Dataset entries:
====
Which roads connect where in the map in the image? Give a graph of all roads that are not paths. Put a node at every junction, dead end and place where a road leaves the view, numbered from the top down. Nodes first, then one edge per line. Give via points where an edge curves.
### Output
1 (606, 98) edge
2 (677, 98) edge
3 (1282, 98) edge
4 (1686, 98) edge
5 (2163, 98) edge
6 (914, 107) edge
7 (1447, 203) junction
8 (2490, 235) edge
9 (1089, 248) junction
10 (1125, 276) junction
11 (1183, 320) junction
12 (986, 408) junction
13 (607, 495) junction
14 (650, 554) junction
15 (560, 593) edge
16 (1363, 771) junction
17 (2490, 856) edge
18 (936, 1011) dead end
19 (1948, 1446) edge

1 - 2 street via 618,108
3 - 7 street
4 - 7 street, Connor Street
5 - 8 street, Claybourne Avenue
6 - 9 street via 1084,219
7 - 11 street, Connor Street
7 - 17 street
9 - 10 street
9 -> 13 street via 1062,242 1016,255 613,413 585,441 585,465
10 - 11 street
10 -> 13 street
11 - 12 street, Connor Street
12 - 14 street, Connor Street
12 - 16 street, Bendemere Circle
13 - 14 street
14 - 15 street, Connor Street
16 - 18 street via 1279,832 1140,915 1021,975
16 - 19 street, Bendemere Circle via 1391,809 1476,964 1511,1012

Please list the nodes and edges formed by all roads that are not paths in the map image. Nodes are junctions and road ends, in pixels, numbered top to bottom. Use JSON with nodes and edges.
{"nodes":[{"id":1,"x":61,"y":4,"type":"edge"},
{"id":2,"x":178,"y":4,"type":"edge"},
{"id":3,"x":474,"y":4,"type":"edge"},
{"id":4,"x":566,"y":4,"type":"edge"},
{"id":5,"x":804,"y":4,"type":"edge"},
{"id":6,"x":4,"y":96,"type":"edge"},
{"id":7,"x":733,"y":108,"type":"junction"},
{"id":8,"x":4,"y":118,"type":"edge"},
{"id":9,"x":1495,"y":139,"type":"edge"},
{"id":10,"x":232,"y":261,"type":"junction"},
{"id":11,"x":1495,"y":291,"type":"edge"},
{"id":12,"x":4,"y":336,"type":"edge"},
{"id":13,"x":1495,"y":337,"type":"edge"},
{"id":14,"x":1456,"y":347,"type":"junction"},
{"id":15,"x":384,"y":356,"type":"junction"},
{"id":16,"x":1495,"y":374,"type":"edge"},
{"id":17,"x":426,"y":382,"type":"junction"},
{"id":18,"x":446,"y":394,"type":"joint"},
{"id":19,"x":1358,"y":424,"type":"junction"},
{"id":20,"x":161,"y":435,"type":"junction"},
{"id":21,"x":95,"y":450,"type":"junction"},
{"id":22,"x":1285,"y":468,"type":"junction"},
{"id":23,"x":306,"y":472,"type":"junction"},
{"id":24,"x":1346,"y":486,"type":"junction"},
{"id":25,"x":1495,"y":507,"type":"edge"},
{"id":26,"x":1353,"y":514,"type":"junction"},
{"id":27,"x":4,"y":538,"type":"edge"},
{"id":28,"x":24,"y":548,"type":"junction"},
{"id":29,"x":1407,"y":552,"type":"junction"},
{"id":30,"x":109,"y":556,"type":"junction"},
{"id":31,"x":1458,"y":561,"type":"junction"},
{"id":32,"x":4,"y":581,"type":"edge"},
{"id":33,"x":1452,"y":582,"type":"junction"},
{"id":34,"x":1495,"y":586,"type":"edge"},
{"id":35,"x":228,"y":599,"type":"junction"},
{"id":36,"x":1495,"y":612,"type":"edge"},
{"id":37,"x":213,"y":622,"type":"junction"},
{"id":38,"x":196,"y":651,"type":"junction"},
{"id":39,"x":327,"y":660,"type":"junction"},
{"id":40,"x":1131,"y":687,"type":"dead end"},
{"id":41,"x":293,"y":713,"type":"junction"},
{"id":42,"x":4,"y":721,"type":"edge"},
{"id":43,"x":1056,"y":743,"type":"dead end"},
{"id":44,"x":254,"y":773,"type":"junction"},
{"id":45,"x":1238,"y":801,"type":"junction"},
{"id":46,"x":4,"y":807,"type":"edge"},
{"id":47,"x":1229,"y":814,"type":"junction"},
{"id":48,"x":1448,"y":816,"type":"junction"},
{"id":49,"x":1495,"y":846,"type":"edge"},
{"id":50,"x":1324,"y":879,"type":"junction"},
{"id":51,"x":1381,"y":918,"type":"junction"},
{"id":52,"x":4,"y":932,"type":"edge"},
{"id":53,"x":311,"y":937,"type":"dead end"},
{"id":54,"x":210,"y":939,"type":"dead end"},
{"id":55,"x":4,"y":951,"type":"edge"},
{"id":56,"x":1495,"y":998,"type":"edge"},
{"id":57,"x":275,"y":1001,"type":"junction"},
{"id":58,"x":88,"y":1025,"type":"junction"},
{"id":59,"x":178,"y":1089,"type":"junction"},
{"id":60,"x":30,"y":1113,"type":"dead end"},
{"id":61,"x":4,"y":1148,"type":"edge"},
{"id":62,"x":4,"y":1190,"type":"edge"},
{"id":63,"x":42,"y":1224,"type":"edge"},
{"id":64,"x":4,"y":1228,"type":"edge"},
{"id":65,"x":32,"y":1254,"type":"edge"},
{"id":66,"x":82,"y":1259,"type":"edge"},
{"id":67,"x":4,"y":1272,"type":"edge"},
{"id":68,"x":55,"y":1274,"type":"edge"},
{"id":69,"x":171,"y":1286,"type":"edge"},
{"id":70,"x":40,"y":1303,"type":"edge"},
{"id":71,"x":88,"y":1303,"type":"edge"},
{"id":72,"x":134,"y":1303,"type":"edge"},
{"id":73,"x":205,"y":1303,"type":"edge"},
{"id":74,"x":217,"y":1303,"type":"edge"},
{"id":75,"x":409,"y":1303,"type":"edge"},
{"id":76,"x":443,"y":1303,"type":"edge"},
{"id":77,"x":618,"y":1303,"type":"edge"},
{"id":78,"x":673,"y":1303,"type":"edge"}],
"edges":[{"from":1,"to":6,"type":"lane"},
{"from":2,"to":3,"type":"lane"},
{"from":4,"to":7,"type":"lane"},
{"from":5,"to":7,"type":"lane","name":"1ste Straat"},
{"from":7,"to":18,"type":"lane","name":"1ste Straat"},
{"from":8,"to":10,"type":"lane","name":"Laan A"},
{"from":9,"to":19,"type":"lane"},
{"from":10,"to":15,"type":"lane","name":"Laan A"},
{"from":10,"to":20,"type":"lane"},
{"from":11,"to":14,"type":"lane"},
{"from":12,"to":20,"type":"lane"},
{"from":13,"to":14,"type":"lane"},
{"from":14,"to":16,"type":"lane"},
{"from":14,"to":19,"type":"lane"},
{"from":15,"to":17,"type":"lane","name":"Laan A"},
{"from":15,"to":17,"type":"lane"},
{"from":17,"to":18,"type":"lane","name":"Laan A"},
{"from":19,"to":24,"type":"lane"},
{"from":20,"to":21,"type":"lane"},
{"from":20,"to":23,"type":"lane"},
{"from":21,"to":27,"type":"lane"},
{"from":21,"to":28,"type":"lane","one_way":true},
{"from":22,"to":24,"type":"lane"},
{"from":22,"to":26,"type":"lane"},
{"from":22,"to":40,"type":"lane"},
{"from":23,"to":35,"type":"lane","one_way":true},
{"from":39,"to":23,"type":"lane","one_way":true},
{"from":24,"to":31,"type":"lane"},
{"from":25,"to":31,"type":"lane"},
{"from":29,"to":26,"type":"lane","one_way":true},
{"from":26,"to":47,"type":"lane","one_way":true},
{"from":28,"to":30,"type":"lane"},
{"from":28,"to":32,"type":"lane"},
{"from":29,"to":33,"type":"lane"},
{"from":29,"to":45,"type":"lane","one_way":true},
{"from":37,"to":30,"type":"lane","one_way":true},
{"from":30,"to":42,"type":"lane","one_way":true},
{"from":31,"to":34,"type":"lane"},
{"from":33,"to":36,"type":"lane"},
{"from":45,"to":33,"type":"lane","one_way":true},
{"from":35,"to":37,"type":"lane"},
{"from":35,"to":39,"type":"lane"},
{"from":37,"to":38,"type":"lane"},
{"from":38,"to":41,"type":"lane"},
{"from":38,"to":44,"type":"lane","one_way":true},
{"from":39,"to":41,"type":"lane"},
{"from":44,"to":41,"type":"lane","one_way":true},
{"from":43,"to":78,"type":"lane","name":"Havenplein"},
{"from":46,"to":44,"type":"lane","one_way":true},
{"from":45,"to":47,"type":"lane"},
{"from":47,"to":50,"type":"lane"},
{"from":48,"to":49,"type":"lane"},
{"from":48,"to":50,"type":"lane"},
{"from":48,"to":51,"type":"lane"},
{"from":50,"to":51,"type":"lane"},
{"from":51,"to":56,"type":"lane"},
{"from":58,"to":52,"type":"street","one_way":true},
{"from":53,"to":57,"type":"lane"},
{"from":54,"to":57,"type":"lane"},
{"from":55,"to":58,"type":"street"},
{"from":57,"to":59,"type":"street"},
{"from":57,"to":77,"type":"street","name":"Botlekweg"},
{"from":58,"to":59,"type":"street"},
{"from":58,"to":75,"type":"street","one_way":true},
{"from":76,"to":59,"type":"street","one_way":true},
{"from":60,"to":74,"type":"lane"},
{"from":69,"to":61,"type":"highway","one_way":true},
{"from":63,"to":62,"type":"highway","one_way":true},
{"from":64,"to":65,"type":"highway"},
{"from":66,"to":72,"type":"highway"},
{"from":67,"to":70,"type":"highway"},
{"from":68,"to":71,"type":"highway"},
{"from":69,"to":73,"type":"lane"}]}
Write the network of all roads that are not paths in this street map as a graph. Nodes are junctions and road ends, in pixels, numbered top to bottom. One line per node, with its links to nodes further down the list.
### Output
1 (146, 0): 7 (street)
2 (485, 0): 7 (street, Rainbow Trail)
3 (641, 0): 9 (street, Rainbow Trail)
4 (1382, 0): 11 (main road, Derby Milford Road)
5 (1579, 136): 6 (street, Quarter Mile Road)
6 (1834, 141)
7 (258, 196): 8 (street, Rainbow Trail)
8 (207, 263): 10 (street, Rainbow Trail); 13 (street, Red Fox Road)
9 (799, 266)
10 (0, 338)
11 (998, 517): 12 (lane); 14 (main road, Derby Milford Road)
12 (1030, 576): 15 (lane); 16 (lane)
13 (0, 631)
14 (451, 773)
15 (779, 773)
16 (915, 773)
====
# [Problem details]
In the records above, locate the line that contains "Write the network". Repeat it and every line after it, exactly, and nothing else.

# [Task result]
Write the network of all roads that are not paths in this street map as a graph. Nodes are junctions and road ends, in pixels, numbered top to bottom. One line per node, with its links to nodes further down the list.
### Output
1 (146, 0): 7 (street)
2 (485, 0): 7 (street, Rainbow Trail)
3 (641, 0): 9 (street, Rainbow Trail)
4 (1382, 0): 11 (main road, Derby Milford Road)
5 (1579, 136): 6 (street, Quarter Mile Road)
6 (1834, 141)
7 (258, 196): 8 (street, Rainbow Trail)
8 (207, 263): 10 (street, Rainbow Trail); 13 (street, Red Fox Road)
9 (799, 266)
10 (0, 338)
11 (998, 517): 12 (lane); 14 (main road, Derby Milford Road)
12 (1030, 576): 15 (lane); 16 (lane)
13 (0, 631)
14 (451, 773)
15 (779, 773)
16 (915, 773)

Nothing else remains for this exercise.